In accordance with its partnership agreement, Cencom Cable Income Partners II,
L.P. (the "Partnership") is in the process of dissolution.
On August 31, 1999, the Partnership sold its remaining cable television systems
serving approximately 1,600 basic subscribers in communities located in
northeast Missouri (collectively, the "NEMO Systems"). The purchaser of the
NEMO Systems was Galaxy Telecom, L.P. and an affiliate, both unaffiliated
parties. The sale price was approximately $1.2 million, subject to working
capital adjustments, with approximately $58,500 being deposited into an
indemnification escrow account and approximately $99,500 in the form of a
promissory note due on December 15, 1999. The funds held in escrow will be
released to the Partnership upon mutual satisfaction of the Partnership's
representations and warranties related to the assets that were sold.
The General Partner's intention is to terminate the Partnership as expeditiously
as possible.
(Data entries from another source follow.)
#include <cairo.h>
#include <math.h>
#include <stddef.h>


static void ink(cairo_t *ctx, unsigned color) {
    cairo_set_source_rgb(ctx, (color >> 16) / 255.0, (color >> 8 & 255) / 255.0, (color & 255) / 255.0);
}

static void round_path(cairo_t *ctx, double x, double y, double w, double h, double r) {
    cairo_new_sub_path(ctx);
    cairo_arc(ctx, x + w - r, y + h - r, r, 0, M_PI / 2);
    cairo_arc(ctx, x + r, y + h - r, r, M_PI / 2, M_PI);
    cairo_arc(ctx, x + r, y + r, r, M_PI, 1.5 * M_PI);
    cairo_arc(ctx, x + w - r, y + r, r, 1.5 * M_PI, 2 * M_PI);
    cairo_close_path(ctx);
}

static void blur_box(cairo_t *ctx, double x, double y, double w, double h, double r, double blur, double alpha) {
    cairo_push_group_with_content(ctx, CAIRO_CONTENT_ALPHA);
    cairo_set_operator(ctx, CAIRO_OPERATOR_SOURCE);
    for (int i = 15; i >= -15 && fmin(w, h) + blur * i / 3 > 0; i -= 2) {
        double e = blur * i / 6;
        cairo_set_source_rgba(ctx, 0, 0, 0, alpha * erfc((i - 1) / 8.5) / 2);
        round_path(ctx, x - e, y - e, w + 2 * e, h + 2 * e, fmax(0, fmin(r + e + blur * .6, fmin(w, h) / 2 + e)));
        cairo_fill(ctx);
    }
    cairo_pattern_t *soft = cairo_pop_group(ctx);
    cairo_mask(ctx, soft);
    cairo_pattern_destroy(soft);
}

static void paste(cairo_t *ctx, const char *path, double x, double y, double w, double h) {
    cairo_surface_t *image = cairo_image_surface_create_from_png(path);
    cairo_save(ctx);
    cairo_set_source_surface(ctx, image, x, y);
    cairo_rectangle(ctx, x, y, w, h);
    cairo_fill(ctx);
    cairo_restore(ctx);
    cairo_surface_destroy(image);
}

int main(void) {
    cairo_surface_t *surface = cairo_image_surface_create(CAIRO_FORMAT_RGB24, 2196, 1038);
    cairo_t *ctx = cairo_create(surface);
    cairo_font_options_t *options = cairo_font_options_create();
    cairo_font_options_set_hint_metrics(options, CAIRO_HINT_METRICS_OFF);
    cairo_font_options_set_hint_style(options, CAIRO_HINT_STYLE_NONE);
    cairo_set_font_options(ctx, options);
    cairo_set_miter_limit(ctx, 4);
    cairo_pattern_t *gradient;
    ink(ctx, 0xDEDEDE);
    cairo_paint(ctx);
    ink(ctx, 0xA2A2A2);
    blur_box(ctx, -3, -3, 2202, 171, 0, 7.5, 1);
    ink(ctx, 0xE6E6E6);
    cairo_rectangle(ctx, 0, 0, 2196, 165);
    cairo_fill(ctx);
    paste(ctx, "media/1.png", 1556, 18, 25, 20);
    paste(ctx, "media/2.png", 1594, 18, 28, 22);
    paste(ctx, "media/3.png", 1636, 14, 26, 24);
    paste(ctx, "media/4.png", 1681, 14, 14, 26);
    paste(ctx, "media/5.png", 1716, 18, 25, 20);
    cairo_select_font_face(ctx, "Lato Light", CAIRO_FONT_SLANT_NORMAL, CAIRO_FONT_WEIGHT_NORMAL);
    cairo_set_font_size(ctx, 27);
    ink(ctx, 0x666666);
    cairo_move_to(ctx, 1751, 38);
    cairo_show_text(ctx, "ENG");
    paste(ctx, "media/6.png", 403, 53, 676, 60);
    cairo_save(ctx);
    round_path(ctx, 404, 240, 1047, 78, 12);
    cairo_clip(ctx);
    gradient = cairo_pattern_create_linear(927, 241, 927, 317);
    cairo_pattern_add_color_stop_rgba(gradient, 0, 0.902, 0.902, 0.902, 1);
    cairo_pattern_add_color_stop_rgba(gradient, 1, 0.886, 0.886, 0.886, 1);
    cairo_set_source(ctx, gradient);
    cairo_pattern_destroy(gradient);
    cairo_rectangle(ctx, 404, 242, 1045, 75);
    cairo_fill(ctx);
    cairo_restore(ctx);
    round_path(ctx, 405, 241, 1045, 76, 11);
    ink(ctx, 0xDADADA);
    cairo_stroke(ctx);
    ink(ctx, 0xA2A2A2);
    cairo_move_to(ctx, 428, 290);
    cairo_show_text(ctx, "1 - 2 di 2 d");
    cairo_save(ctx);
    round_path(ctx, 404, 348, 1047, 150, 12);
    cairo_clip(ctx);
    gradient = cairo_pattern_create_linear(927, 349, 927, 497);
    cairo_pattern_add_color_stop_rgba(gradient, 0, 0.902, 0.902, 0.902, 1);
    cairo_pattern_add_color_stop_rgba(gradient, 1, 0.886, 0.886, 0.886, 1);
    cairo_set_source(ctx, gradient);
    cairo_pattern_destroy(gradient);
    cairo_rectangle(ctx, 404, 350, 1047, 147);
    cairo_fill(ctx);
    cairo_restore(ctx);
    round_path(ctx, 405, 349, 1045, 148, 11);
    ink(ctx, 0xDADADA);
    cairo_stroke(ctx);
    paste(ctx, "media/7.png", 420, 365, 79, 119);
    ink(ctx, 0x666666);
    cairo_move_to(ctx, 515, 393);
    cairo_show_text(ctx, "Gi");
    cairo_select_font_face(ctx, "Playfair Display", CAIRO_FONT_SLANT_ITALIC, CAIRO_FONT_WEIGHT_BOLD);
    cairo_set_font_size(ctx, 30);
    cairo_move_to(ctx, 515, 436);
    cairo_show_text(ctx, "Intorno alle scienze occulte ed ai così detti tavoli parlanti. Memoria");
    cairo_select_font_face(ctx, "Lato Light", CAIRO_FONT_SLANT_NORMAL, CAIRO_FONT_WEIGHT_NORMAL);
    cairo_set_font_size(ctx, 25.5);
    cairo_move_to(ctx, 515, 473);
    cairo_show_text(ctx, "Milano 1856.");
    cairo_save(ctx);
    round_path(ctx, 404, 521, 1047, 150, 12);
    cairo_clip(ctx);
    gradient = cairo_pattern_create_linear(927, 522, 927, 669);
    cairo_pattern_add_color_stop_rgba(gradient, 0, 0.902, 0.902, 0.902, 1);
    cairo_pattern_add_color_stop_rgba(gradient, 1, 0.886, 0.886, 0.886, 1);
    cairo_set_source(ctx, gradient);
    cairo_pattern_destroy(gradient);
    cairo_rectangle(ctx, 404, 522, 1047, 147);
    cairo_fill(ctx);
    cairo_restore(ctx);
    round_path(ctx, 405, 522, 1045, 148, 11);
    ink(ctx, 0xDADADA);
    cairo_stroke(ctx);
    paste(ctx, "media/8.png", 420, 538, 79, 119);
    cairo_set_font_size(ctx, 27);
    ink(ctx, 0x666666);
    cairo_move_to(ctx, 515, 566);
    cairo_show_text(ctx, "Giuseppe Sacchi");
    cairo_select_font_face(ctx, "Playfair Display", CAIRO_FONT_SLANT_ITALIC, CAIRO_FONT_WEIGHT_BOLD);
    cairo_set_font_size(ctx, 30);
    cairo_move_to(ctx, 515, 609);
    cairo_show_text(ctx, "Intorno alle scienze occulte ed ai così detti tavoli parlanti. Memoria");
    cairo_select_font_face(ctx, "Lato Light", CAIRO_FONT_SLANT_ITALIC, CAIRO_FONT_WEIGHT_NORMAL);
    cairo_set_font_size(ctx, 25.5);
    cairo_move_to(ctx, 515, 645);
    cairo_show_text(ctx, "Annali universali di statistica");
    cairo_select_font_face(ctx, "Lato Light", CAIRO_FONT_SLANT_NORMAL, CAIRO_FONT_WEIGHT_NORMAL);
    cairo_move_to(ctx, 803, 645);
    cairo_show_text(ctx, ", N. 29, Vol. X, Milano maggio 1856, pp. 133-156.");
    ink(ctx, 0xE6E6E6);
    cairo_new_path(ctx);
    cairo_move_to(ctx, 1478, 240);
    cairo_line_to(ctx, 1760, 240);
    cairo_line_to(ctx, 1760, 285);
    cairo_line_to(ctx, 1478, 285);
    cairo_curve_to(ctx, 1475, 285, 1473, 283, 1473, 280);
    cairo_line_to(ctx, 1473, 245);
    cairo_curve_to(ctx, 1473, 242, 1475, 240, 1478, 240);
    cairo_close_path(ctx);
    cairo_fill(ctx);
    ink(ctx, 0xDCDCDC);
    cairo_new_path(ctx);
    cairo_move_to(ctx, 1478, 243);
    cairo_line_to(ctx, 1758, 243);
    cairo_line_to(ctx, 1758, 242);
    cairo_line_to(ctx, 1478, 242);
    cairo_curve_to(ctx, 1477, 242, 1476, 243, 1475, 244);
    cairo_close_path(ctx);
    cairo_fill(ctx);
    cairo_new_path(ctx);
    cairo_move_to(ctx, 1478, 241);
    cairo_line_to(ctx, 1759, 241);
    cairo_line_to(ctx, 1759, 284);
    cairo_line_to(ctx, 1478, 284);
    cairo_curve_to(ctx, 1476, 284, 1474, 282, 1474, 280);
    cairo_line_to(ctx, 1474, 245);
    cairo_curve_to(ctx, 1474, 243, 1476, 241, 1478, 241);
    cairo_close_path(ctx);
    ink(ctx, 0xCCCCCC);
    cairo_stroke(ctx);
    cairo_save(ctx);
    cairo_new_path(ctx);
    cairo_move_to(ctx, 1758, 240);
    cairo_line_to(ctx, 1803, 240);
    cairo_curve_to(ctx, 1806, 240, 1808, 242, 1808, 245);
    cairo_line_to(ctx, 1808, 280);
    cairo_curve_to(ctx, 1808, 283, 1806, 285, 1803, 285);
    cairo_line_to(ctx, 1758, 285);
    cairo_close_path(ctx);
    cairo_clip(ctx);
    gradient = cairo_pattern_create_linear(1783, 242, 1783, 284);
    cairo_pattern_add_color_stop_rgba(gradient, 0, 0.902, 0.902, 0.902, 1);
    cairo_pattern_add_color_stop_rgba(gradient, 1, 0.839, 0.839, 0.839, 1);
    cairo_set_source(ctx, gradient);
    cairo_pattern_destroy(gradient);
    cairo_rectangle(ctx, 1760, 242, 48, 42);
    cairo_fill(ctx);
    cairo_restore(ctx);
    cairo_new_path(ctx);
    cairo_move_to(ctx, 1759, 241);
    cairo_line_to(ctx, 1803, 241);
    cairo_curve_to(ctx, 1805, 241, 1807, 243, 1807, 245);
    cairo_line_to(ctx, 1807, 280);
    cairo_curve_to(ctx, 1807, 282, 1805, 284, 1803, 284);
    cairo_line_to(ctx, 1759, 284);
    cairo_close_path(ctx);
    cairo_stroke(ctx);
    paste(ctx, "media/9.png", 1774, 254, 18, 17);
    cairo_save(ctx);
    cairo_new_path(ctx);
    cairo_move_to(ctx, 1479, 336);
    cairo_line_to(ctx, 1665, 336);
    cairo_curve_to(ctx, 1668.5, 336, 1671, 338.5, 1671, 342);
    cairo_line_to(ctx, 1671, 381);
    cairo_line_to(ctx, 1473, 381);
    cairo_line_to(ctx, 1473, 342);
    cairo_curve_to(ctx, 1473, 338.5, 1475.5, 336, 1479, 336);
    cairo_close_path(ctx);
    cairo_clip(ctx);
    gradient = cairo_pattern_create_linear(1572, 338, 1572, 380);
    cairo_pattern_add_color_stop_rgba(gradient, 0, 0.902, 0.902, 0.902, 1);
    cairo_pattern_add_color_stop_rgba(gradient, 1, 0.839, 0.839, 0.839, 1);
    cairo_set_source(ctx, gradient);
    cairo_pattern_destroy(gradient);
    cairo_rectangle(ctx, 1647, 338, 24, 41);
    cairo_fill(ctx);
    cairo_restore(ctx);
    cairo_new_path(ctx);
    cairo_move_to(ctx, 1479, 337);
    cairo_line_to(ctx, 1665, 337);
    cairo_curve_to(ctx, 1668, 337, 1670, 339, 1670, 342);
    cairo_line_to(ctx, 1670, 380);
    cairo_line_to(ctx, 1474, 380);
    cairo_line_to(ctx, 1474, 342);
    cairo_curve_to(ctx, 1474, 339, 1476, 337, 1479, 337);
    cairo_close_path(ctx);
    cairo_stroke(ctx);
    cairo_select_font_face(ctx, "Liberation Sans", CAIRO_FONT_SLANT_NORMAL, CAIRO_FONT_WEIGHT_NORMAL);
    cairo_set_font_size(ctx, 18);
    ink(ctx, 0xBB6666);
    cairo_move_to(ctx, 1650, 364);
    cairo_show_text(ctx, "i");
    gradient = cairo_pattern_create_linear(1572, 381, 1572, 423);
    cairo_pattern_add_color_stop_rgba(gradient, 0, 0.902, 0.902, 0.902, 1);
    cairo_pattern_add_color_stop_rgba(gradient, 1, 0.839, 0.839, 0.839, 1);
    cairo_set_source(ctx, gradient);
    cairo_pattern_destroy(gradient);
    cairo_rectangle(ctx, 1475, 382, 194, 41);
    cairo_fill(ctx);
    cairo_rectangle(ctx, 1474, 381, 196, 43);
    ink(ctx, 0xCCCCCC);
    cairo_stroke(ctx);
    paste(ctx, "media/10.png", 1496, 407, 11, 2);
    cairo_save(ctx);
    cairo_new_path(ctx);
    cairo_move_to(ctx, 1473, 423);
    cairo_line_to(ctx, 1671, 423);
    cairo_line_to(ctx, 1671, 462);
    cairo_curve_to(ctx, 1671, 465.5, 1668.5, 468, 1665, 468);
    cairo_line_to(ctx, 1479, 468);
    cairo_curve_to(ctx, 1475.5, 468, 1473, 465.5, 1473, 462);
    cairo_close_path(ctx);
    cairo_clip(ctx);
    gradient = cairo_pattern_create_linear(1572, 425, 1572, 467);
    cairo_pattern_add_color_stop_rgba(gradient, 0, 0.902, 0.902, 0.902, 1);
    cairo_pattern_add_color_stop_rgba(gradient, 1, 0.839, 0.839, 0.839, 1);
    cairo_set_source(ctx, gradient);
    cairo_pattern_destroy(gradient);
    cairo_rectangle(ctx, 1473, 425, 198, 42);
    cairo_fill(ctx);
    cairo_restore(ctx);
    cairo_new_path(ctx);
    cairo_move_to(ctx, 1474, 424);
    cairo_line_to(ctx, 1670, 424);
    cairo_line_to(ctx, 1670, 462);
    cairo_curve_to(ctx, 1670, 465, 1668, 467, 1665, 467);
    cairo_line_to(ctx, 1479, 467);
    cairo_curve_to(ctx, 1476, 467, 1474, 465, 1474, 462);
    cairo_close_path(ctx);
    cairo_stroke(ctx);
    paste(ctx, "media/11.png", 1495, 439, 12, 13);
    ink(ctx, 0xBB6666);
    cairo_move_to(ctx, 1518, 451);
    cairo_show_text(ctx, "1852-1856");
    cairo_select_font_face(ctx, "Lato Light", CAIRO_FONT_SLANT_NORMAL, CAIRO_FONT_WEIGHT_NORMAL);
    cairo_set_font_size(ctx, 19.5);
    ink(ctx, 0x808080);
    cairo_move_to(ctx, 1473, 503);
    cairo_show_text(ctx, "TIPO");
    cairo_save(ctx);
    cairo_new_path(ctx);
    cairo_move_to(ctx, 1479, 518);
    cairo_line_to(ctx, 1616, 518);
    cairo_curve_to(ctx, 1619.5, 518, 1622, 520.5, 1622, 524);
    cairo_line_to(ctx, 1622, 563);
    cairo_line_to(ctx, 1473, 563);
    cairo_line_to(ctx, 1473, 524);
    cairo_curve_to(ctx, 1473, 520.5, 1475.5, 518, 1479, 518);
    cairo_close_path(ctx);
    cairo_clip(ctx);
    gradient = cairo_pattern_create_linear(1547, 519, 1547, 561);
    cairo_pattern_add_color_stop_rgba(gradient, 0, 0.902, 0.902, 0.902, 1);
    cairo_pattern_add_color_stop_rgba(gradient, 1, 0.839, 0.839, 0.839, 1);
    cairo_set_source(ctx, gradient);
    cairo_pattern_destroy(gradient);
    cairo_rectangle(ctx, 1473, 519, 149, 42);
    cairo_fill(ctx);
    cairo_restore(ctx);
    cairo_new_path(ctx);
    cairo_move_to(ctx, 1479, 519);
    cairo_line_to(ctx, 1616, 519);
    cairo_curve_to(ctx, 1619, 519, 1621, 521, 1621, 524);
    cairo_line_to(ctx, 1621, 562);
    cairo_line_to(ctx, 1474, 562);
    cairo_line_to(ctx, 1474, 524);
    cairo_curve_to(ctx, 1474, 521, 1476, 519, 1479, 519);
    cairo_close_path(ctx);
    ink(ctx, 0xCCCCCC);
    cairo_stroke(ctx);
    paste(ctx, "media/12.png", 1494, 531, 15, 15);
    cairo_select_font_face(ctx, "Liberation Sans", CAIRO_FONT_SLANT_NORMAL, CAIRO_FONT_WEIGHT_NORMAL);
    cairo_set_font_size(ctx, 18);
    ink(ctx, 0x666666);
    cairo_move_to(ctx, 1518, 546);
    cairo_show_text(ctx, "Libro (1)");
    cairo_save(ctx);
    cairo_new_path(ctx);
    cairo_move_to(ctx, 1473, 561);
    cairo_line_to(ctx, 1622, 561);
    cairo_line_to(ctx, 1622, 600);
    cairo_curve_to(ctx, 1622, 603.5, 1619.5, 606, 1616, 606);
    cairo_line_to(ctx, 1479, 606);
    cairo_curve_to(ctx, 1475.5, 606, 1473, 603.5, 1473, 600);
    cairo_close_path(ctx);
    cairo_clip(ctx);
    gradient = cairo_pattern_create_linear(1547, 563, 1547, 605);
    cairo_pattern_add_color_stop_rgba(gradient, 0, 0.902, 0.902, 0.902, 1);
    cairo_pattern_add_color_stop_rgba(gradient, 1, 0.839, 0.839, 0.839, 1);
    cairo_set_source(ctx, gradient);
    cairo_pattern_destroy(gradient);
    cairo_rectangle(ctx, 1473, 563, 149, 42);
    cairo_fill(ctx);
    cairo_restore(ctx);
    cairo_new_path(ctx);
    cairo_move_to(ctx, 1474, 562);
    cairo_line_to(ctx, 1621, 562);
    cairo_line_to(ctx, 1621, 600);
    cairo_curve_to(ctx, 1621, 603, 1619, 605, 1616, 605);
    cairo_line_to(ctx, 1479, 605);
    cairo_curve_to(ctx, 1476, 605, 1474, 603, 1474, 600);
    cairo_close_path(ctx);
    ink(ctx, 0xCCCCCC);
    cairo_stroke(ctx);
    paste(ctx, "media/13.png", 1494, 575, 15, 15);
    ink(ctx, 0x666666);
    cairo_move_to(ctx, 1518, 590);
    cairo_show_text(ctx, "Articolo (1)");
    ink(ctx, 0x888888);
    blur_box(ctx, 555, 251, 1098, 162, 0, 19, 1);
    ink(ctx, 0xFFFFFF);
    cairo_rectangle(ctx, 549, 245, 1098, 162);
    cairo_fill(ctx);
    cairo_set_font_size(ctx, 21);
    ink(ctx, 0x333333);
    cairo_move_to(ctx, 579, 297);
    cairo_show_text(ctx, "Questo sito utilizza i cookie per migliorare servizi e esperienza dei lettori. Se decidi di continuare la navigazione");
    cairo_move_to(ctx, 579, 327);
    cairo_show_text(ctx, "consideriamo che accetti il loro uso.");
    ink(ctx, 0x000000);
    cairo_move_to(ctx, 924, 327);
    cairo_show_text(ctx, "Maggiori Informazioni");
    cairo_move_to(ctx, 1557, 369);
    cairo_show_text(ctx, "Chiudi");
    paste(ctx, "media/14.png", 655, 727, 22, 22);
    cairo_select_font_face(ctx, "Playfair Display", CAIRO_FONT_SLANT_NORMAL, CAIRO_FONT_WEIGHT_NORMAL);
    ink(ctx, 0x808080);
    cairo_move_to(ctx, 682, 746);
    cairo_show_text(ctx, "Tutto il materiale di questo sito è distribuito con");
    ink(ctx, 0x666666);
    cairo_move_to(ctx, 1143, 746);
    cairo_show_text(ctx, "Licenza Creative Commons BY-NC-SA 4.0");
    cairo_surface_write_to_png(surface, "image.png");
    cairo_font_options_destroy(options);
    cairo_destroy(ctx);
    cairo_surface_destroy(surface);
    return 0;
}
After all available distributions from Cencom Partners, L.P. are
received and the funds have been released from several indemnification escrow
accounts pertaining to the sale of partnership cable systems (including the NEMO
Systems), the Partnership's outstanding obligations will be paid and the
remaining proceeds will be distributed in December 1999. Upon its termination,
the Partnership will cease to be a public entity and will no longer be subject
to the informational reporting requirements of the Securities Exchange Act of
1934, as amended.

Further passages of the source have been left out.